So here are the questions for the blog tag with my answers 🙂 :

What’s an obscure fairy tale you love?  “The Wild Swans” (Anderson version) or The Six Swans (Grimm version), and The Steadfast Tin Soldier

If you got to choose Disney’s next animated princess movie, what fairy tale would you choose to be adapted? The Twelve Dancing Princesses. Before Tangled came out, my answer would have been Rapunzel. 🙂

What is the first fairy tale you remember hearing when you were a child? It’s hard to actually know which one I heard first. The first one that made an impact on me was The Steadfast Tin Soldier. I was given a lovely illustrated book with this fairy tale and a few others that I don’t remember now, but I just remember I loved looking at the pictures for The Steadfast Tin Soldier.

If you were to embark on a fairy tale quest, what necessities would you pack in your bag? My cloak and my dagger, food, water, maps, my bow and arrows, healing herbs and bandages.

What’s your favorite fairy tale trope? rags to riches, because there’s something so magical about an event or series of events being able to so drastically change your life.

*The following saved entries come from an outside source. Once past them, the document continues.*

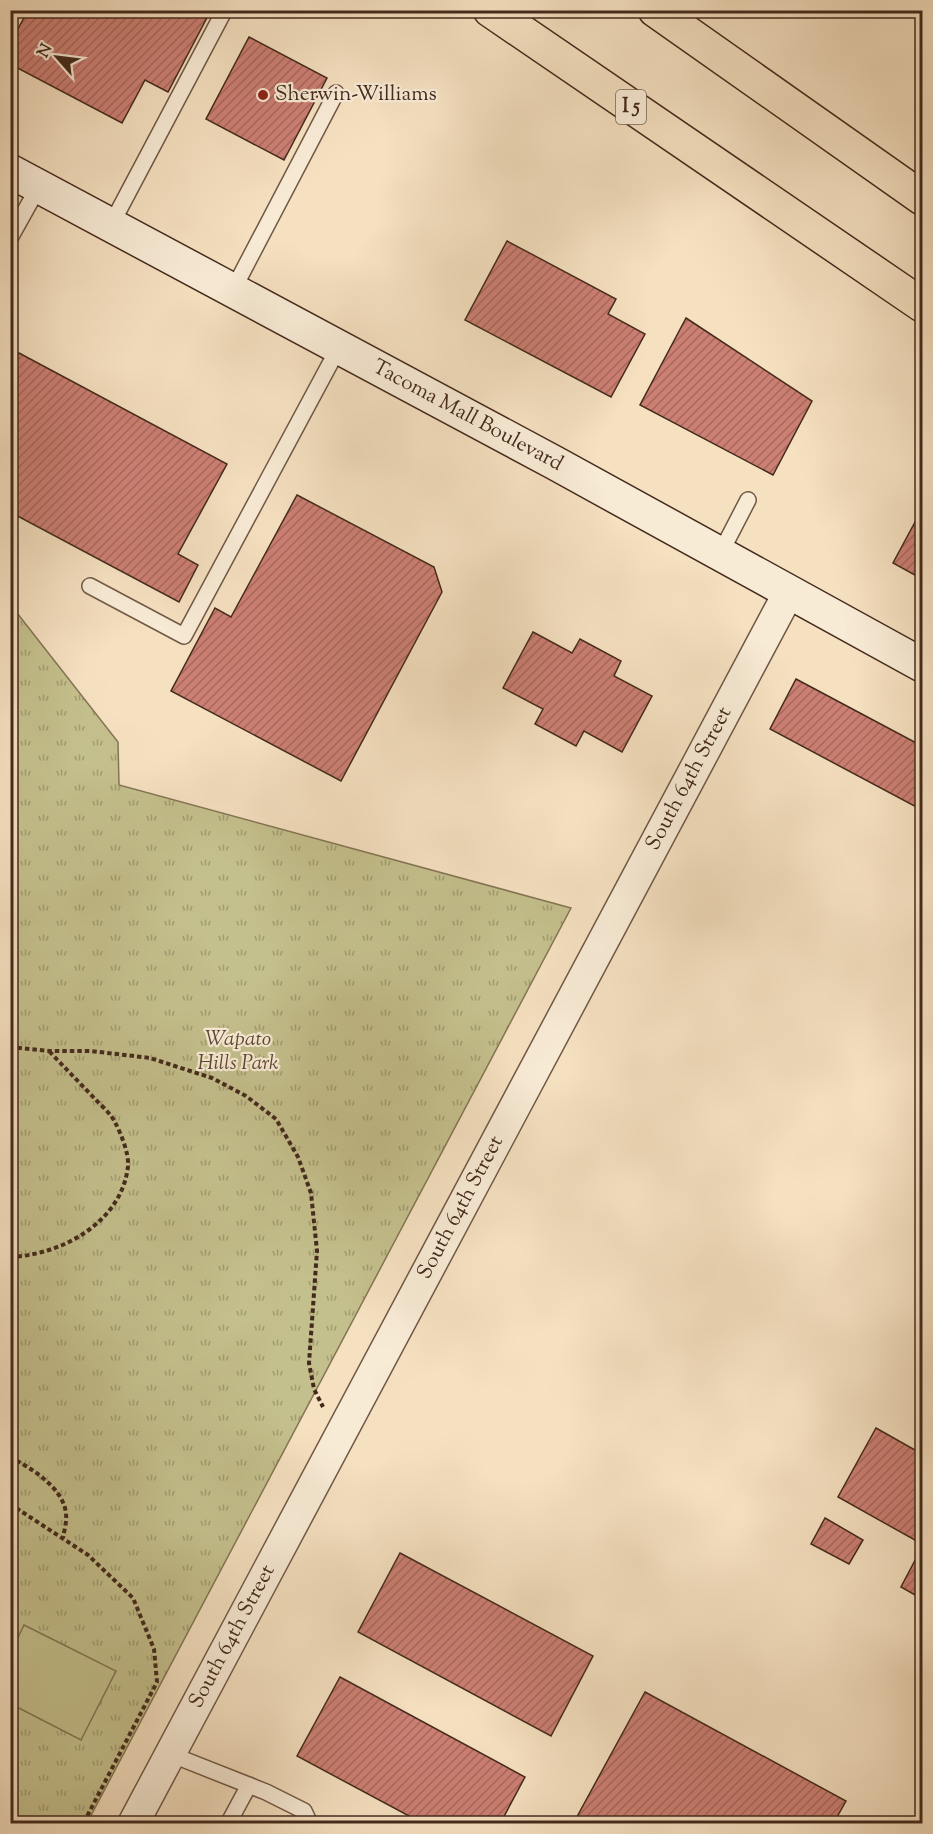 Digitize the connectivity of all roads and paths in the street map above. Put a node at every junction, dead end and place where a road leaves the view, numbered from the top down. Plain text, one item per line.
1 (466, 10) edge
2 (490, 10) edge
3 (655, 10) edge
4 (222, 15) dead end
5 (336, 93) dead end
6 (25, 179) edge
7 (922, 198) edge
8 (772, 203) junction
9 (111, 225) junction
10 (10, 238) edge
11 (233, 290) junction
12 (922, 305) edge
13 (339, 347) junction
14 (748, 500) dead end
15 (720, 554) junction
16 (90, 586) dead end
17 (789, 592) junction
18 (922, 665) edge
19 (10, 1047) edge
20 (50, 1051) junction
21 (10, 1257) edge
22 (339, 1436) junction
23 (10, 1456) edge
24 (10, 1504) edge
25 (63, 1538) junction
26 (170, 1754) junction
27 (249, 1785) junction
28 (83, 1824) edge
29 (133, 1824) edge
30 (228, 1824) edge
31 (310, 1824) edge

1 - 8 highway
2 - 8 highway, I 5
3 - 7 highway
4 - 9 lane
5 - 11 lane
6 - 9 main road, Tacoma Mall Boulevard
6 - 10 lane
8 - 12 highway, I 5
9 - 11 main road, Tacoma Mall Boulevard
11 - 13 main road, Tacoma Mall Boulevard
13 - 15 main road, Tacoma Mall Boulevard
13 - 16 lane
14 - 15 lane
15 - 17 main road, Tacoma Mall Boulevard
17 - 18 main road, Tacoma Mall Boulevard
17 - 22 street, South 64th Street
19 - 20 path
20 - 21 path
20 - 22 path
22 - 26 street, South 64th Street
23 - 25 path
24 - 25 path
25 - 28 path
26 - 27 lane
26 - 29 street, South 64th Street
27 - 30 lane
27 - 31 lane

If you could be any fairy tale character archetype (the princess, the soldier, fairy godmother, talking animal, mischievous imp, wise old woman, evil stepmother/sister, etc.), who would you want to be and why? The princess, of course. But not one who needs rescuing, one who does the rescuing. Why, because I’d love to rule my own country. 😉

What animal/mythical creature would be your sidekick for fairy tale adventures? A unicorn that can fly!

What is your favorite historical era, and what fairy tale would you love to see in that setting? the Victorian era. I’m writing a Bluebeard retelling that has a Victorian vibe, and I’d also love to see a Beauty and the Beast retelling set in that era.

If you could change a fairy tale’s villain into a hero, who would you choose and why? Captain Hook, because it’s horrible to be doomed to your fate by boy who refuses to grow up. (I’m playing around with an idea for a sequel to my Bluebeard retelling that would be a Peter Pan retelling where the Hook character is the hero.)

Do you prefer fairy tales with happy endings or sad/tragic endings? why or why not? Happy endings! I’m always going to say happy endings. (The only exception is a villain origin story, because I do love Heartless by Marissa Meyer.)  There’s enough real life tragedy in the world, and when I want a fairytale, I want the fairytale ending to go along with it!!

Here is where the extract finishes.